In these two years, many of the G.fast hurdles have been tackled. G.fast has been standardized, and variants that will offer greater reach and higher rates are being developed. BT has had successful trials and expects to roll out G,fast to 10 million homes by 2020 and “most of the UK” by 2025. BT is also trialing XG-Fast, the next step on the G.Fast evolution ladder, and BT, Sky, and TalkTalk all have ongoing FTTP initiatives.

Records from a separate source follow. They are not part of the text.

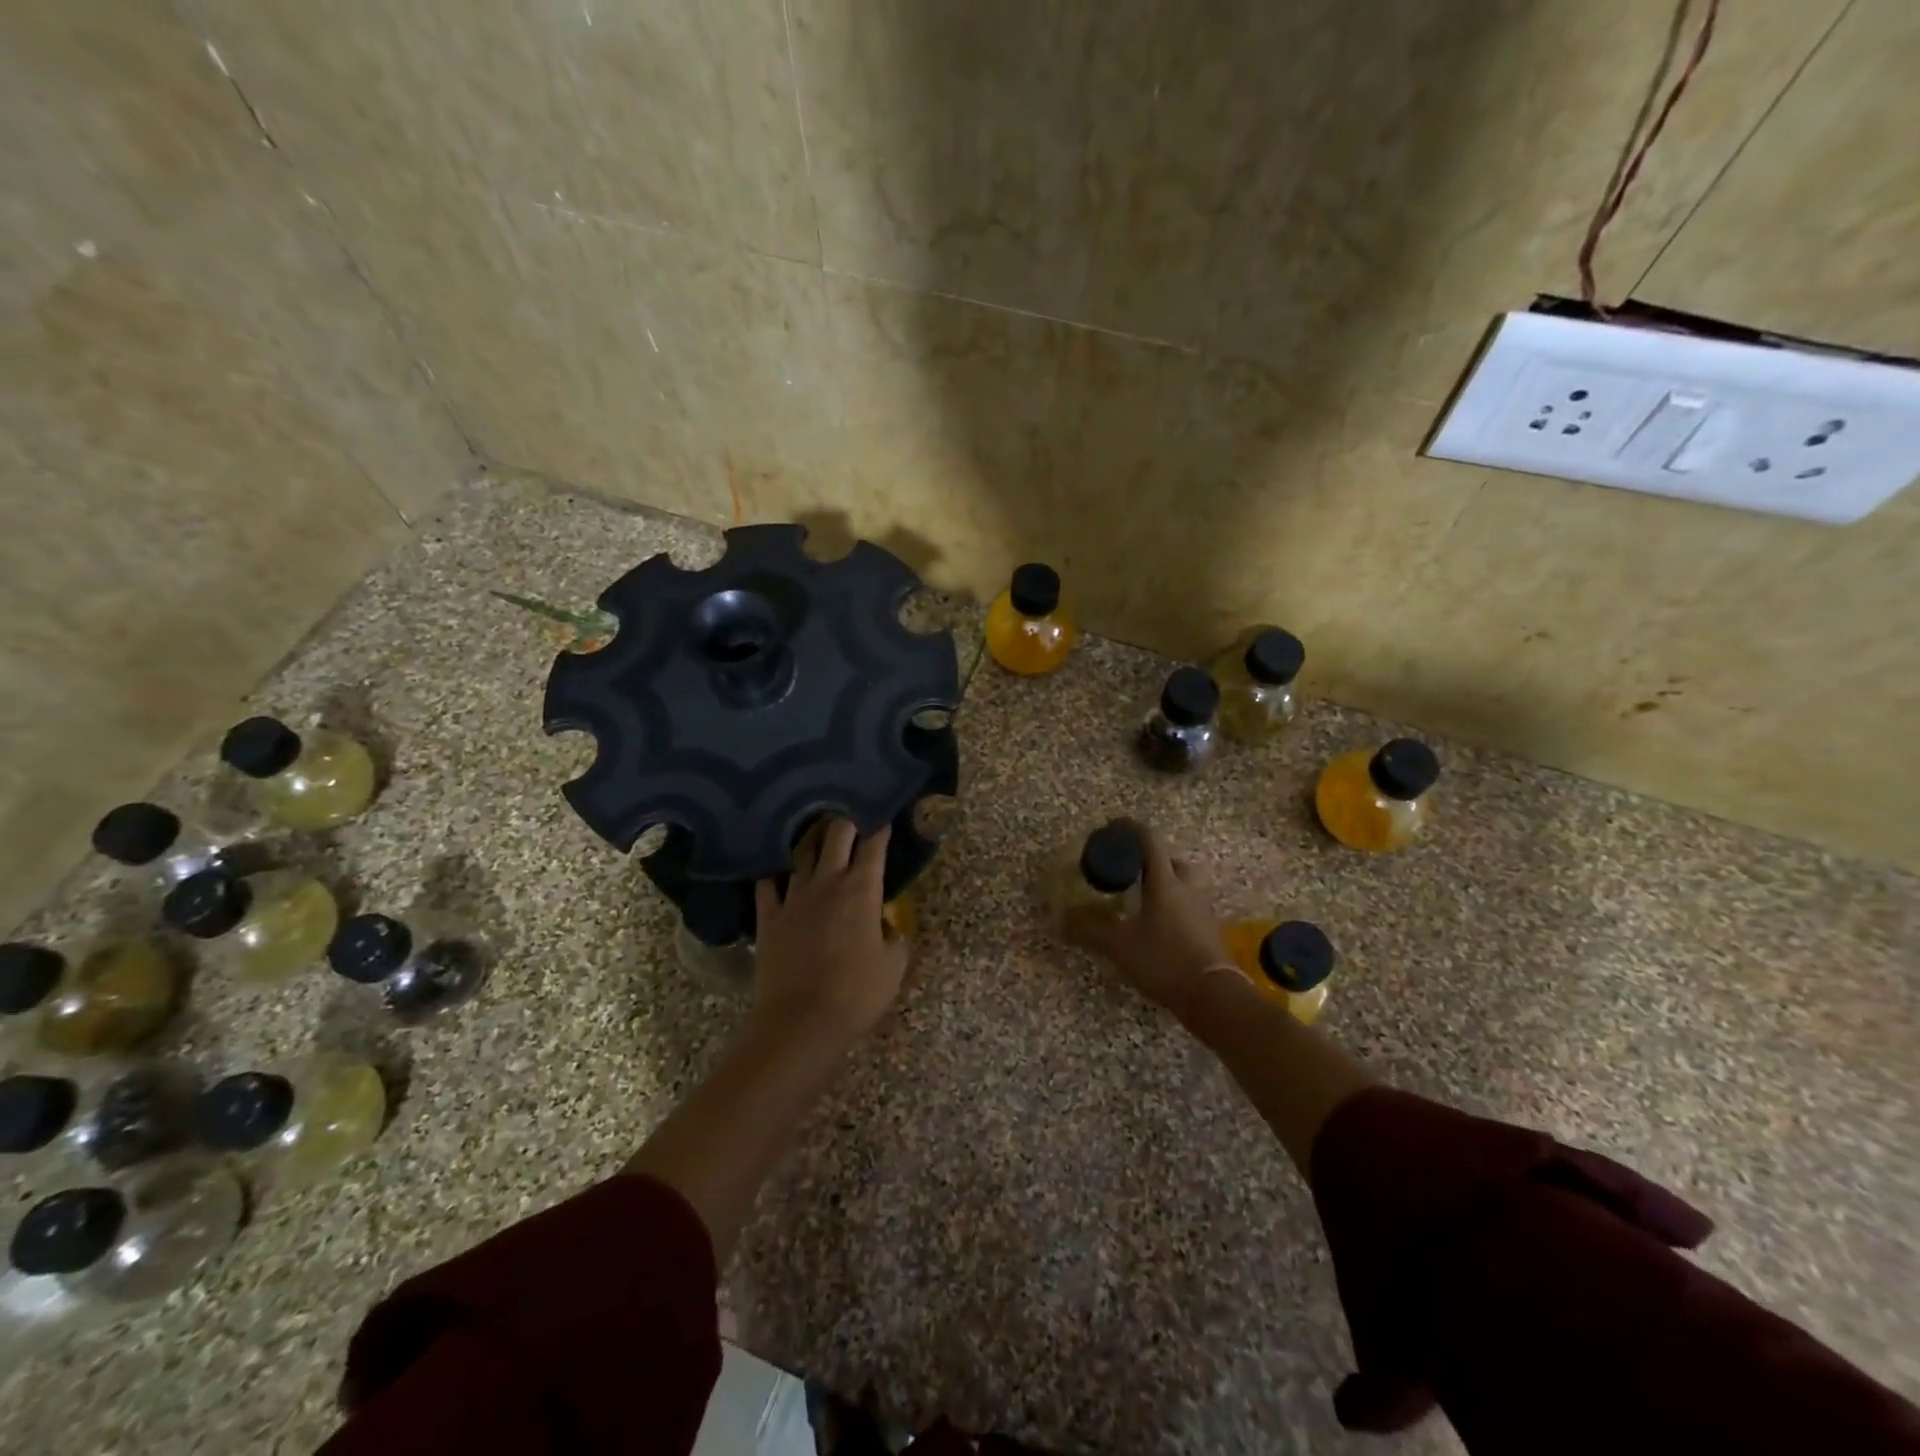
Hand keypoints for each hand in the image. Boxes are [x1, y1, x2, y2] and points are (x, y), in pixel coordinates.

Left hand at [752, 819, 908, 1049]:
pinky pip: (768, 883)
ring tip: (818, 839)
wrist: (800, 1022)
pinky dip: (776, 874)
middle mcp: (827, 882)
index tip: (885, 819)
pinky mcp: (768, 915)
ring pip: (802, 852)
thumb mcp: (893, 966)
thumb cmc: (856, 994)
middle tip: (853, 824)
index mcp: (862, 889)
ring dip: (813, 842)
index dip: (881, 828)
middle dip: (847, 822)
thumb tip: (887, 925)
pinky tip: (780, 873)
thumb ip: (895, 937)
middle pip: (836, 834)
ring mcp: (793, 896)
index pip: (874, 845)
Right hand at [1063, 818, 1236, 1023]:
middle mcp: (1187, 889)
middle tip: (1132, 871)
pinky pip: (1190, 908)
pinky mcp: (1209, 932)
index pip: (1150, 842)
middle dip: (1153, 861)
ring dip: (1166, 884)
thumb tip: (1061, 920)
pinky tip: (1158, 926)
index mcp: (1165, 883)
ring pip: (1185, 885)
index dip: (1131, 829)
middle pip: (1173, 862)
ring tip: (1143, 899)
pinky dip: (1174, 908)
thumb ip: (1089, 930)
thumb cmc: (1164, 960)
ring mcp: (1202, 911)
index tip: (1114, 827)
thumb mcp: (1119, 945)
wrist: (1212, 996)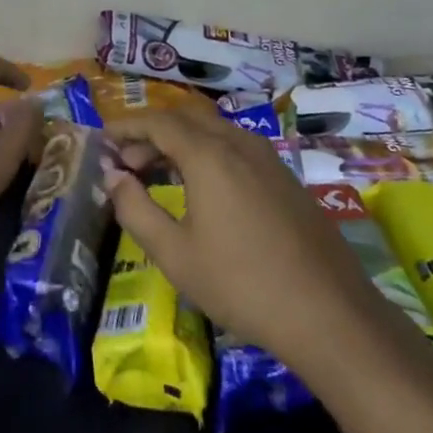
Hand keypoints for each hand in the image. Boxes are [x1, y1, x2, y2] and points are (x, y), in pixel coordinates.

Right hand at [103, 103, 374, 375]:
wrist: (330, 314)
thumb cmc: (242, 284)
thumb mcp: (175, 254)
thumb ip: (135, 209)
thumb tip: (113, 177)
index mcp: (208, 154)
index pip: (157, 121)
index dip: (126, 126)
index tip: (102, 140)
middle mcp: (238, 143)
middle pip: (185, 119)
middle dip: (150, 133)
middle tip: (126, 164)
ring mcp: (267, 158)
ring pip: (213, 131)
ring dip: (179, 143)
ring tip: (157, 176)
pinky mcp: (285, 177)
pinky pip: (235, 147)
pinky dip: (206, 153)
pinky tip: (202, 190)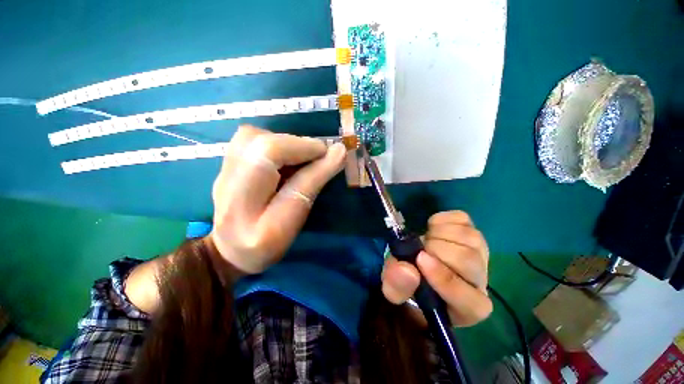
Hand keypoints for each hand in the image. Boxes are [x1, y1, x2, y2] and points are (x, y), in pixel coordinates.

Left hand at [209, 125, 346, 273]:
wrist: (228, 250)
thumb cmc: (267, 245)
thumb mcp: (294, 222)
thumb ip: (313, 185)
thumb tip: (338, 153)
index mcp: (248, 211)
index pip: (275, 165)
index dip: (307, 153)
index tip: (332, 152)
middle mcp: (228, 186)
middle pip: (260, 144)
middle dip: (298, 144)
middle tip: (318, 154)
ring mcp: (222, 173)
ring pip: (252, 136)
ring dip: (285, 141)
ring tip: (300, 155)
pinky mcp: (224, 166)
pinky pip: (248, 140)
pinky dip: (273, 142)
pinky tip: (283, 157)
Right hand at [381, 211, 491, 325]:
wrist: (417, 264)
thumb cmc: (409, 283)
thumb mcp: (394, 290)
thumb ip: (397, 285)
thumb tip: (407, 269)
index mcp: (465, 308)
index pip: (470, 300)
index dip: (445, 279)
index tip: (420, 259)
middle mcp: (479, 282)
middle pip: (468, 261)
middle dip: (436, 249)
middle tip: (418, 249)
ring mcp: (479, 254)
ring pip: (469, 237)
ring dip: (438, 234)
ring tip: (425, 240)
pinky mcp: (472, 232)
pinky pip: (462, 219)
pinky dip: (442, 220)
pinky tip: (433, 229)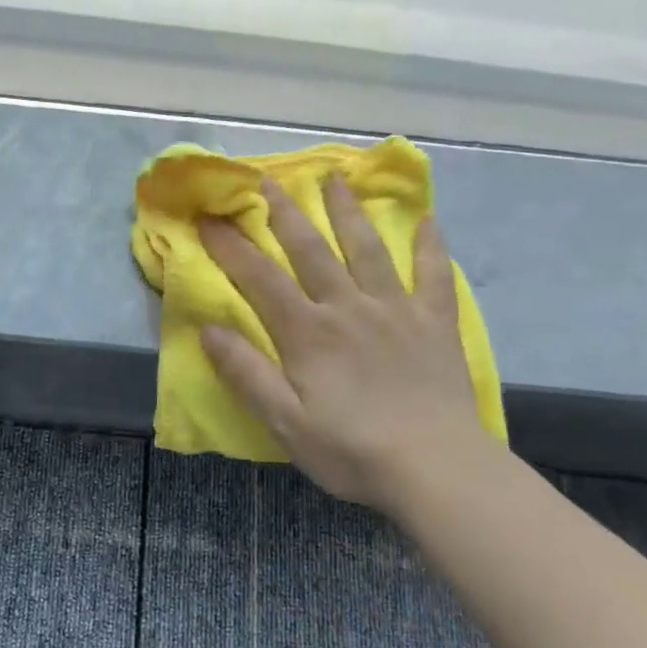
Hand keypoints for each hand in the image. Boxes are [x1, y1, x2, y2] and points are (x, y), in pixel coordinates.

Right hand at [198, 177, 495, 515]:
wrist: (437, 468)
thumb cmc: (351, 449)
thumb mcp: (284, 421)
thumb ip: (246, 373)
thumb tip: (209, 328)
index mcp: (308, 332)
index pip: (260, 278)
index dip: (231, 246)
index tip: (209, 218)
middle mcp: (349, 308)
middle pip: (312, 250)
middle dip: (285, 213)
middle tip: (267, 179)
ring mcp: (396, 311)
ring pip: (367, 249)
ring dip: (349, 211)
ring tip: (336, 178)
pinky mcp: (435, 324)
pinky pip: (433, 276)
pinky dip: (429, 246)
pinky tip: (428, 220)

But this leaves a window of opportunity that non-DSL based operators can exploit. G.fast might enable DSL players to sweat existing assets, but it still takes time to deploy. There is no question that BT and others like it can eventually match Virgin Media in offering 100Mbps as a base tier, but its window to do so and retain customers just shortened considerably. In the meantime, it leaves itself vulnerable to churn and disruption. In addition, next-generation FTTP and HFC technologies such as XGS-PON and Full Duplex DOCSIS 3.1 continue on their path toward standardization, and telcos (and cable companies) need to be aware of their evolution path and factor it into their next-generation access deployment plans.